*Data records*.
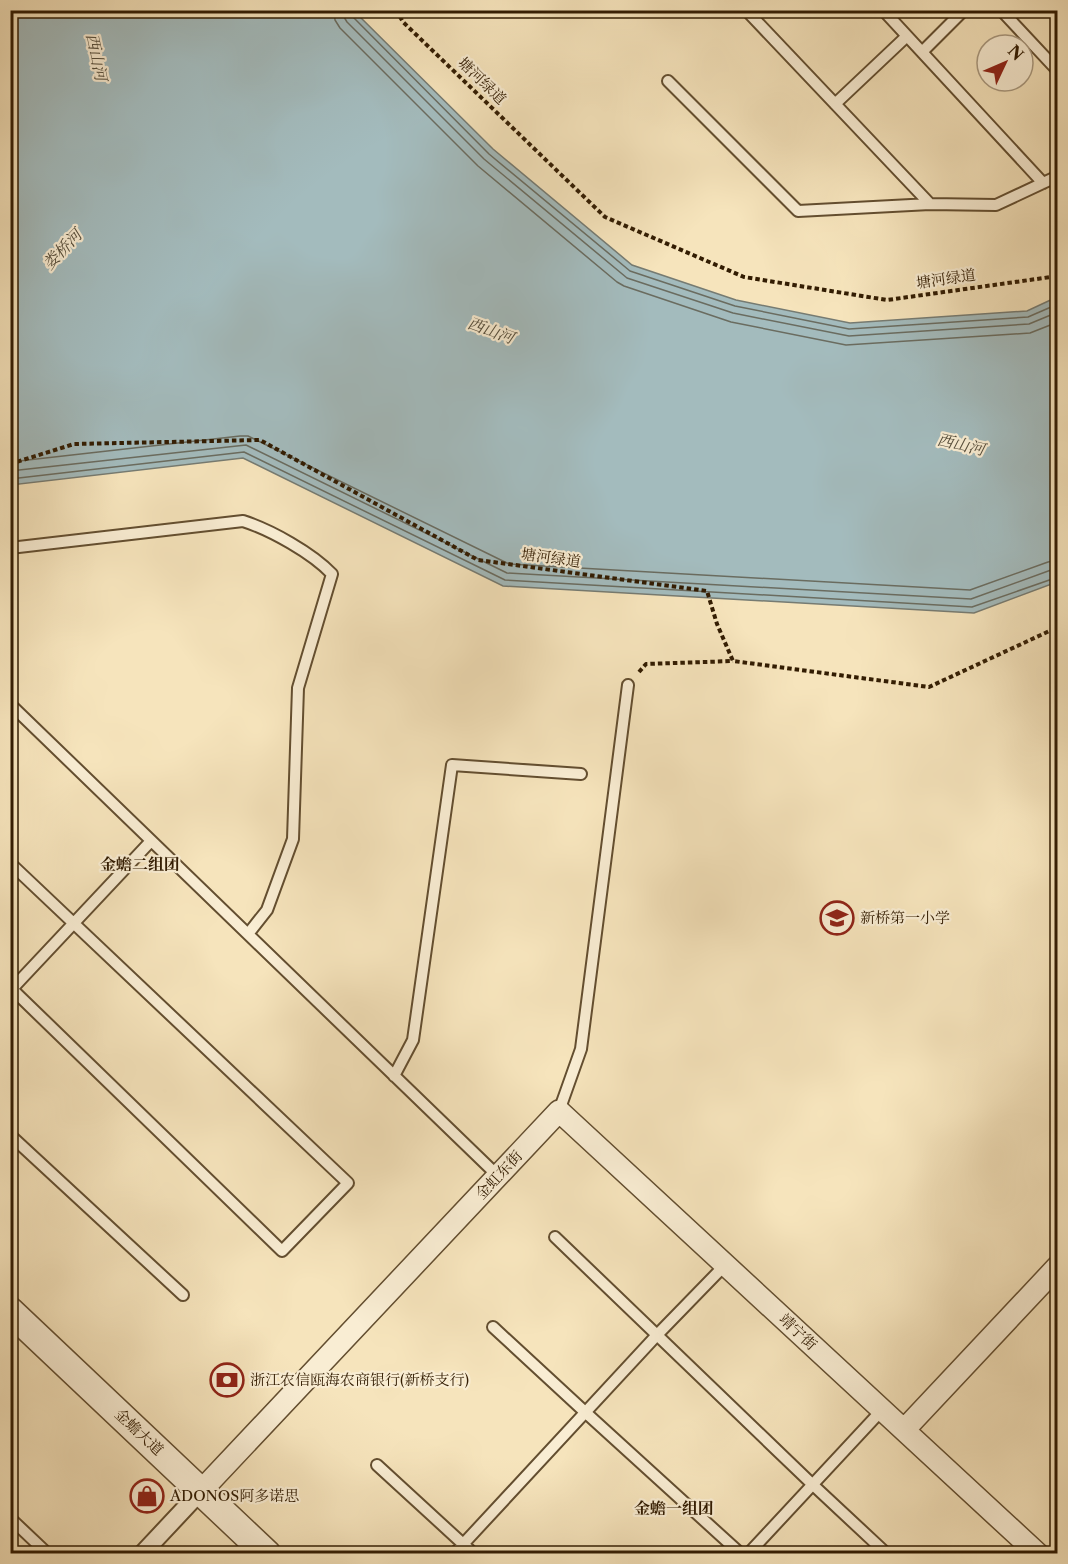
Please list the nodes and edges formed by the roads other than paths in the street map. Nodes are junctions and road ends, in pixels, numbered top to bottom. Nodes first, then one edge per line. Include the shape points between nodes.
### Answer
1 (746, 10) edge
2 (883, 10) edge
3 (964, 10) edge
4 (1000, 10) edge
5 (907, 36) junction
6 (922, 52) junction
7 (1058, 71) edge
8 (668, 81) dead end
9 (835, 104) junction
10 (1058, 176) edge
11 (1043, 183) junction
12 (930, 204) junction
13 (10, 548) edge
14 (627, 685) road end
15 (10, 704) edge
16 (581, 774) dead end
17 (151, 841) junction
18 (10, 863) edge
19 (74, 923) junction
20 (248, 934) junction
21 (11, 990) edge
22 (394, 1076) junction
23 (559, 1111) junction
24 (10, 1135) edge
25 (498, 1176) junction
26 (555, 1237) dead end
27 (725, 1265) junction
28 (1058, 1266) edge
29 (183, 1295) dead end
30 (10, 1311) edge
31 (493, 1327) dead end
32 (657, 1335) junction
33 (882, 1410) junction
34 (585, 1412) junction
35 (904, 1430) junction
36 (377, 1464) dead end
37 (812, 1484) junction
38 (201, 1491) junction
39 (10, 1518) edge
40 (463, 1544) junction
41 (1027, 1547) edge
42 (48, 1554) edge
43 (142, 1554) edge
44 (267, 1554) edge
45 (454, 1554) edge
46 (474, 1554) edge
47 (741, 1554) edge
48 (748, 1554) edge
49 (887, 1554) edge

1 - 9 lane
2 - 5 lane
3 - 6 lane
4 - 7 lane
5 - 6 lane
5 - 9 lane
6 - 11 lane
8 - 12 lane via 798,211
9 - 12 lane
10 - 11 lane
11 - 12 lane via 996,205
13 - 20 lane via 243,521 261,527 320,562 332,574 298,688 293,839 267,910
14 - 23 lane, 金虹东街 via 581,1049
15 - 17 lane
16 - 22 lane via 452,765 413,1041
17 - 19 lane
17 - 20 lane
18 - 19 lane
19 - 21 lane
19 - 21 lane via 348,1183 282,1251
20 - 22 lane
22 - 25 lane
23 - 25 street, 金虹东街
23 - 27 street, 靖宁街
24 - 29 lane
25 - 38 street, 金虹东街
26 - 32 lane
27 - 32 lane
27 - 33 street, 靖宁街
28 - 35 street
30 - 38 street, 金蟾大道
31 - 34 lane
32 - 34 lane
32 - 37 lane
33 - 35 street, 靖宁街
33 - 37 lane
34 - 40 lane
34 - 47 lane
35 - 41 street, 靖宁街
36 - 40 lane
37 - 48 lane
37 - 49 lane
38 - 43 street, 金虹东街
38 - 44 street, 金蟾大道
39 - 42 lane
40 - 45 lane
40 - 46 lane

*To do*. Copy out every line of the material above exactly, skipping the pictures.

*Result*.
Please list the nodes and edges formed by the roads other than paths in the street map. Nodes are junctions and road ends, in pixels, numbered top to bottom. Nodes first, then one edge per line. Include the shape points between nodes.
### Answer
1 (746, 10) edge
2 (883, 10) edge
3 (964, 10) edge
4 (1000, 10) edge
5 (907, 36) junction
6 (922, 52) junction
7 (1058, 71) edge
8 (668, 81) dead end
9 (835, 104) junction
10 (1058, 176) edge
11 (1043, 183) junction
12 (930, 204) junction
13 (10, 548) edge
14 (627, 685) road end
15 (10, 704) edge
16 (581, 774) dead end
17 (151, 841) junction
18 (10, 863) edge
19 (74, 923) junction
20 (248, 934) junction
21 (11, 990) edge
22 (394, 1076) junction
23 (559, 1111) junction
24 (10, 1135) edge
25 (498, 1176) junction
26 (555, 1237) dead end
27 (725, 1265) junction
28 (1058, 1266) edge
29 (183, 1295) dead end
30 (10, 1311) edge
31 (493, 1327) dead end
32 (657, 1335) junction
33 (882, 1410) junction
34 (585, 1412) junction
35 (904, 1430) junction
36 (377, 1464) dead end
37 (812, 1484) junction
38 (201, 1491) junction
39 (10, 1518) edge
40 (463, 1544) junction
41 (1027, 1547) edge
42 (48, 1554) edge
43 (142, 1554) edge
44 (267, 1554) edge
45 (454, 1554) edge
46 (474, 1554) edge
47 (741, 1554) edge
48 (748, 1554) edge
49 (887, 1554) edge

1 - 9 lane
2 - 5 lane
3 - 6 lane
4 - 7 lane
5 - 6 lane
5 - 9 lane
6 - 11 lane
8 - 12 lane via 798,211
9 - 12 lane
10 - 11 lane
11 - 12 lane via 996,205
13 - 20 lane via 243,521 261,527 320,562 332,574 298,688 293,839 267,910
14 - 23 lane, 金虹东街 via 581,1049
15 - 17 lane
16 - 22 lane via 452,765 413,1041
17 - 19 lane
17 - 20 lane
18 - 19 lane
19 - 21 lane
19 - 21 lane via 348,1183 282,1251
20 - 22 lane
22 - 25 lane
23 - 25 street, 金虹东街
23 - 27 street, 靖宁街
24 - 29 lane
25 - 38 street, 金虹东街
26 - 32 lane
27 - 32 lane
27 - 33 street, 靖宁街
28 - 35 street
30 - 38 street, 金蟾大道
31 - 34 lane
32 - 34 lane
32 - 37 lane
33 - 35 street, 靖宁街
33 - 37 lane
34 - 40 lane
34 - 47 lane
35 - 41 street, 靖宁街
36 - 40 lane
37 - 48 lane
37 - 49 lane
38 - 43 street, 金虹东街
38 - 44 street, 金蟾大道
39 - 42 lane
40 - 45 lane
40 - 46 lane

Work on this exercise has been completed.